Anatomia de um planilheiro

Lembro de jogar por 13 horas seguidas num domingo; foi quando decidi que: nunca mais

Existe um determinado tipo de pessoa que sofre de uma atração letal pela possibilidade de melhorar números numa tabela.

Uma compulsão quase patológica de não medir esforços para ver um 15 se tornar um 31 no menor espaço de tempo possível, detonando uma overdose de endorfina.

Há quem consiga direcionar essa tendência para fins economicamente mais pragmáticos, mas estou pensando num subgrupo específico dessa população: os viciados em jogos baseados em planilhas.

Em certo momento de 2001 prometi a mim mesmo que nunca mais tocaria em qualquer tipo de simulador de técnico de futebol. Nos meses anteriores, eu tinha dedicado quase todo meu tempo livre a "Championship Manager", e isso que minha relação com futebol é apenas casual.

Lembro de jogar por 13 horas seguidas num domingo, sendo que nas últimas três fiquei o tempo todo em pé. Só mais uma partida. Só mais uma chance de melhorar uns numerozinhos. Foi quando decidi que: nunca mais. É preciso determinar alguns limites na vida.

A série continua viva até hoje, agora atendendo por "Football Manager" e mais cheia de detalhes e planilhas do que nunca.

E, claro, continua tendo um efeito semelhante ao consumo de crack em determinadas pessoas. Sei disso por intuição e porque, como bom "junkie" em remissão, às vezes faço visitas à página do jogo no Steam. Só uma olhadinha, sabem como é.

E nessas visitas descubro pessoas como LooneyToadQuack, que não apenas me mostram que não estou só (isso eu já sabia), mas que as coisas poderiam ser bem piores (o que é difícil de imaginar). LooneyToadQuack tem registradas no Steam 648 horas de dedicação a "Football Manager 2014", a última edição do jogo.
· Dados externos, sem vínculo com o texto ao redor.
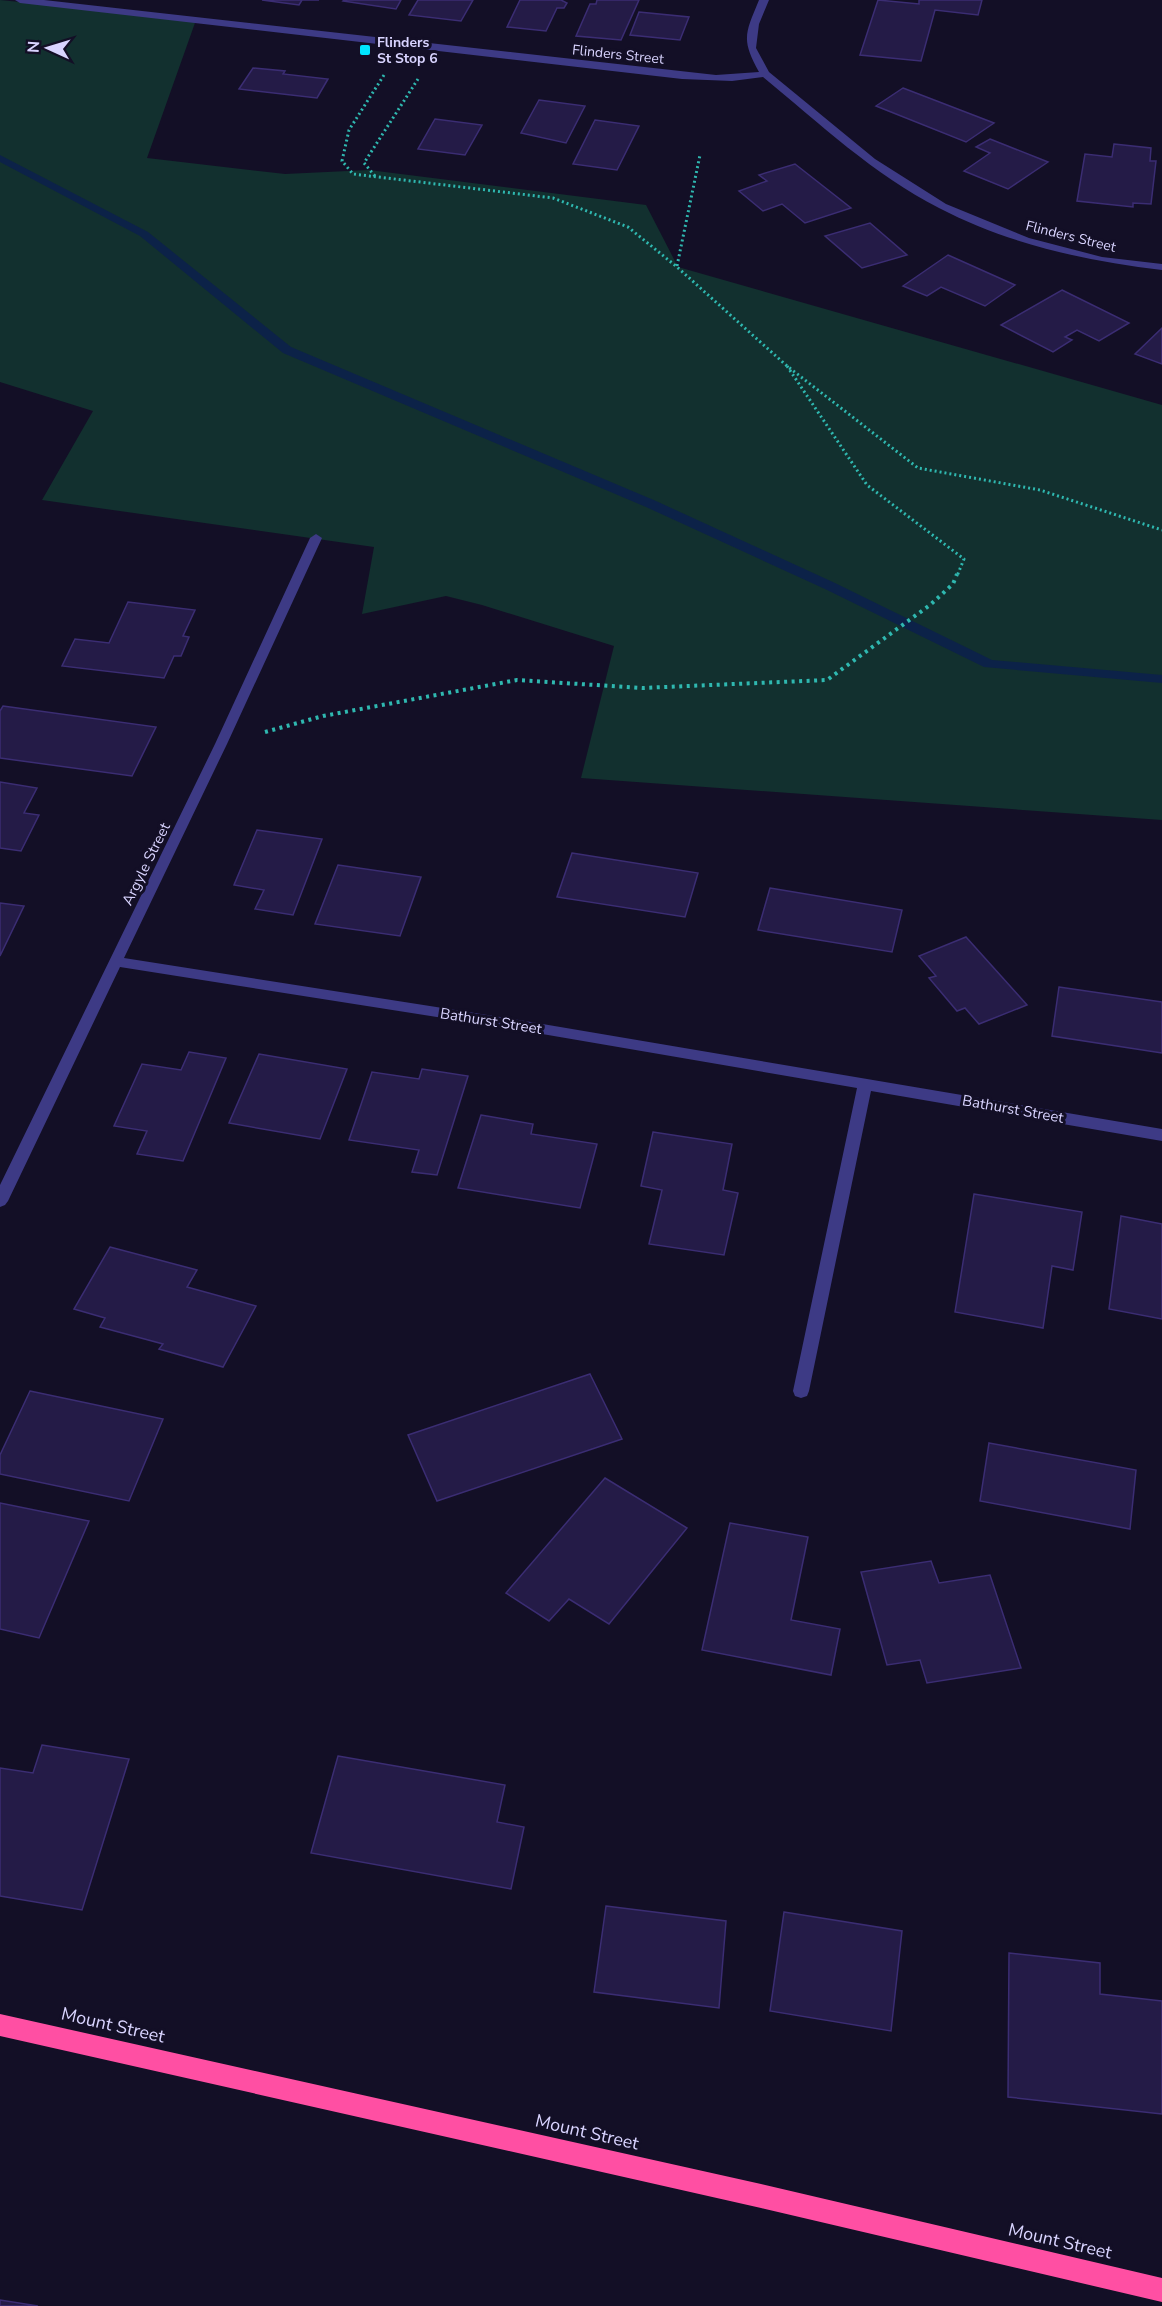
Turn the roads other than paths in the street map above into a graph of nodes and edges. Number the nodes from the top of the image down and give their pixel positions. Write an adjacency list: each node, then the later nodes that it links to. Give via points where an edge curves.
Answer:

É bastante, claro.

Mas ele tem 2.545 entregues ao jogo de 2013, 2.612 enterradas em "FM 2012" e 1.252 em "FM 2011", 3.378 sacrificadas ao altar blasfemo de "Football Manager 2010" e, para arrematar, 1.163 horinhas cravadas na edição de 2009.

Ocorre que nosso amigo LooneyToadQuack não começou a jogar a série em 2009. Isso é apenas o que o relógio inclemente do Steam gravou. De acordo com ele próprio, dedicou tempo semelhante a todas as edições desde o final dos anos 1990. Tentei calcular quanto tempo de encarar planilhas isso significava, mas desisti quando passou de três anos e senti pontadas de taquicardia. LooneyToadQuack: um herói, um mártir, um alerta, um farol para a humanidade. (Obrigado por tudo.)

Assim como viciados em heroína em tratamento fazem uso de metadona, controlei a síndrome de abstinência com "Princess Maker 2", um dos prazeres secretos de parte dos viciados em jogos baseados em planilhas. Aos poucos diluí a compulsão, me contentando com a fissura rápida e certeira de melhorar números usando "grinding" em JRPGs. Sempre com cautela.

Poucos anos depois descobri a Paradox e os jogos de "grand strategy", que aliam cornucópias de planilhas com outra de minhas fraquezas: cenários históricos, com a possibilidade suculenta de brincar com história alternativa.

Não preciso nem dizer o que aconteceu. A luta contra a dependência nunca tem fim.